12 Ekim 2011 Çarşamba

Uykum var



"We are such stuff as dreams are made on; (reklamdaki kısım)
and our little life is rounded with a sleep."

Uyak dizilişi böyle olmasa da şair abimizin "The Tempest" adlı şiirli tiyatro oyununda geçen bir laf bu. (filmi de çıktı ama sakın indirmeyin g.tüm gibi) Bence de inanılmaz hoş bir laf, dumanlı, hayalli bir laf.
Öf neyse diyeceğim o ki benim zamanım hiç böyle rüyalardan yapılma acayip geçmiyor. Akşamlar nasıl zor geçiyor, ya bildiiiin ölüyorum. Şehir hayatının gerizekalı havasına girdim gireli kendimi sıkıcı ve renksiz hissediyorum. Trafikten nefret ediyorum, toplu taşımadan nefret ediyorum, ayakta yolculuktan nefret ediyorum ve bu 3'ü hep birlikte buluyorlar beni. Otobüs gelmiyor, gelirse bazıları benim kartımı kabul etmiyor, ederse kaçacağı ve kaza yapacağı tutuyor. Metrobüs zaten 100 yıllık çile olduğu için bıraktım. Çözüm de geliştiremiyorum. İETT'den ve türevlerinden nefret ettiğim için onlara 5 kuruş fazladan vermemeye karar verdim ve sürekli inat ediyorum. 2 katlı otobüs kartımı kabul etmesse fazladan para vermiyorum. Cimri p.çin teki oldum çıktım onun yüzünden. Banane lan ona vereceğime namlı gurmeye kahvaltıya gider fazladan girit ezmesi alırım ben canım girit ezmesi! Hayatta tek isteğim o kalabalıklara girmemek iken nasıl bir deliğin içine düştüm bilmiyorum. İstanbul, ÖSS döneminde soğutamadın kendini ama master döneminde bakalım göreceğiz.
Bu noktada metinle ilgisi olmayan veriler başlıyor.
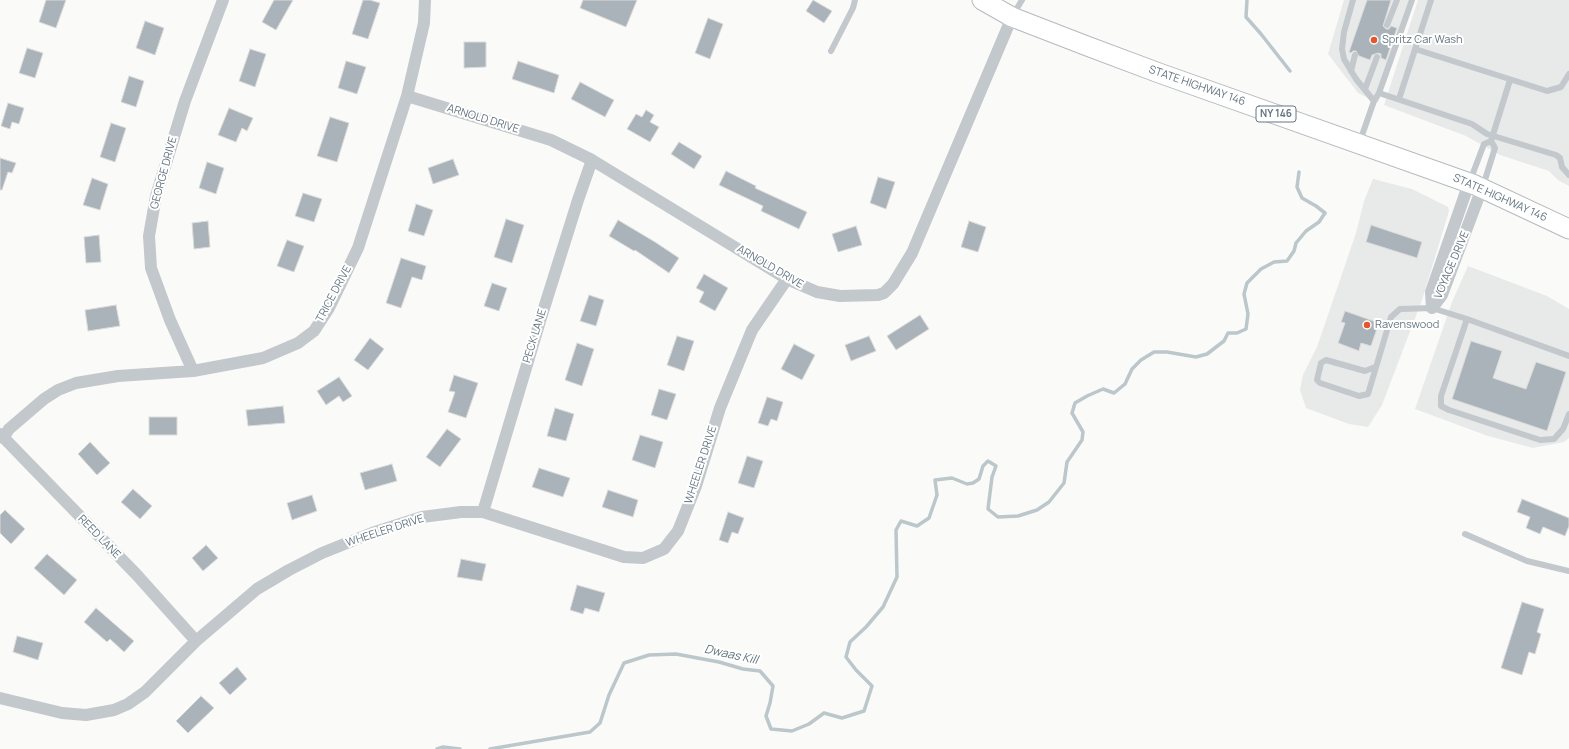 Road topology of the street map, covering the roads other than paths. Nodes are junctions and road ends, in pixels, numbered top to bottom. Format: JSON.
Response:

Zaten okuluma da kıl oldum. Devlet okulu, ne adam gibi shuttle ne bir şey fakirlik diz boyu. Hakikaten hiç de öyle rüyalardan yapılma gibi hissetmiyorum kendimi bildğin bitmiş sigara izmariti gibi hissediyorum. Şehrin hayhuyu ne demekmiş anladım. Bundan sonraki yaşamımı insanlara ulaşım için optimal çözümler üretmeye adayacağım. İlk tavsiyem hiç ulaşım olayına girmemek. Lan ayrıca bu nasıl bir dünya ya. Azıcık "şımartılmış bebe" gibi konuşuyor olabilirim ama bu nasıl bir işkence arkadaş. Bu insanlar sürekli çalışıyorlar nasıl her gün bu "constant çile" ye dayanabiliyorlar anlayamıyorum. Ben sanırdım ki insanlar eşleriyle haftada 1-2 kez falan seks yapar lafları abartıdır, ayıp olmasın diye utangaçlıktan (ahlak vs.) söylenmiştir. "Biz o kadar şekilden şekle giriyoruz bu kızları kafalamak için, sizin her gün mis, fırsatınız var, bu ne bohem la!" derdim. Şimdi gerçekten de ne biçim anlıyorum o insanları yahu.. Ya sırf ayakta durması yeter de, o zihinsel yorgunluk ne fenaymış arkadaş. Şimdi Rosie Huntington Whiteley kardeşim gelse kalkar üstüne giyecek bir şeyler veririm (gerçi niye üstünde giyecek bir şeyler yok onu da bilmiyorum. herhalde öyle bir imaj yaratmış bende).


Bunların üstüne yolda o kadar çok şarkı dinlemek zorunda kalıyorum ki kulaklarım ağrıyor. Ayrıca şarkıları bitirdim resmen ve artık şarkılar otobüste yaşadığım kötü duyguları uyandırmaya başlıyor bende ve onları da dinlemek istemiyorum. Aksi gibi hayatımda ilk defa derslerime de bayılıyorum. En sevdiğim konular, bin yıl anlatsalar sıkılmam! Bu sene bir haftada girdiğim derse geçen sene bir ayda girmemişimdir.
Anyway.. I just.. In the tabelaaöe..
Uf çok sıkıldım neyse. Çok da uykum var. İyi geceler, üzgünüm sizi de sıktıysam. Ama şu en baştaki söz çok güzel.